-- Your task --
Word for word, give the entries back.

-- Records shown --
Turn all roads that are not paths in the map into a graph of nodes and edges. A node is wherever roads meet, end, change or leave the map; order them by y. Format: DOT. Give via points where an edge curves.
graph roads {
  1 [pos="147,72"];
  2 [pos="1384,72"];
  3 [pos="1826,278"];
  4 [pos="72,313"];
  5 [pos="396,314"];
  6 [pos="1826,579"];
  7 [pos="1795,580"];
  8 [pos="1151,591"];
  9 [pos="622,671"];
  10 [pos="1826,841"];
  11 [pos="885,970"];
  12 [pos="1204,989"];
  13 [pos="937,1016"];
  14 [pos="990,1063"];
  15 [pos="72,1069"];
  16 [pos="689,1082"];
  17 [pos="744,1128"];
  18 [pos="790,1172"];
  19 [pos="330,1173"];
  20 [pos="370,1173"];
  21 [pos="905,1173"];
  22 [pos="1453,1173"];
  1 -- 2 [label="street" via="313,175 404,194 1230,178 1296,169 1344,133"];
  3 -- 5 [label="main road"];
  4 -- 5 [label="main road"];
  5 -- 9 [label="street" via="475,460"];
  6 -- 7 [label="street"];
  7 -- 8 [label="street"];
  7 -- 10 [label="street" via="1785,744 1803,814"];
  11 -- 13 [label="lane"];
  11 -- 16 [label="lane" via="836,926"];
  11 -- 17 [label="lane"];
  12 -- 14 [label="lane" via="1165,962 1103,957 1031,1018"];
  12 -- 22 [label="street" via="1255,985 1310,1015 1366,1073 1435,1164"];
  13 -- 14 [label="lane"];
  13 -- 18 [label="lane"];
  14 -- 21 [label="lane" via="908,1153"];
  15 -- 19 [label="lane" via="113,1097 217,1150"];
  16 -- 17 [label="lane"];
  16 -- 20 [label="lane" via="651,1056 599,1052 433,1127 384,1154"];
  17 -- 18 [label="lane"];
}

-- Response below --
Turn all roads that are not paths in the map into a graph of nodes and edges. A node is wherever roads meet, end, change or leave the map; order them by y. Format: DOT. Give via points where an edge curves.
graph roads {
  1 [pos="147,72"];
  2 [pos="1384,72"];
  3 [pos="1826,278"];
  4 [pos="72,313"];
  5 [pos="396,314"];
  6 [pos="1826,579"];
  7 [pos="1795,580"];
  8 [pos="1151,591"];
  9 [pos="622,671"];
  10 [pos="1826,841"];
  11 [pos="885,970"];
  12 [pos="1204,989"];
  13 [pos="937,1016"];
  14 [pos="990,1063"];
  15 [pos="72,1069"];
  16 [pos="689,1082"];
  17 [pos="744,1128"];
  18 [pos="790,1172"];
  19 [pos="330,1173"];
  20 [pos="370,1173"];
  21 [pos="905,1173"];
  22 [pos="1453,1173"];
  1 -- 2 [label="street" via="313,175 404,194 1230,178 1296,169 1344,133"];
  3 -- 5 [label="main road"];
  4 -- 5 [label="main road"];
  5 -- 9 [label="street" via="475,460"];
  6 -- 7 [label="street"];
  7 -- 8 [label="street"];
  7 -- 10 [label="street" via="1785,744 1803,814"];
  11 -- 13 [label="lane"];
  11 -- 16 [label="lane" via="836,926"];
  11 -- 17 [label="lane"];
  12 -- 14 [label="lane" via="1165,962 1103,957 1031,1018"];
  12 -- 22 [label="street" via="1255,985 1310,1015 1366,1073 1435,1164"];
  13 -- 14 [label="lane"];
  13 -- 18 [label="lane"];
  14 -- 21 [label="lane" via="908,1153"];
  15 -- 19 [label="lane" via="113,1097 217,1150"];
  16 -- 17 [label="lane"];
  16 -- 20 [label="lane" via="651,1056 599,1052 433,1127 384,1154"];
  17 -- 18 [label="lane"];
}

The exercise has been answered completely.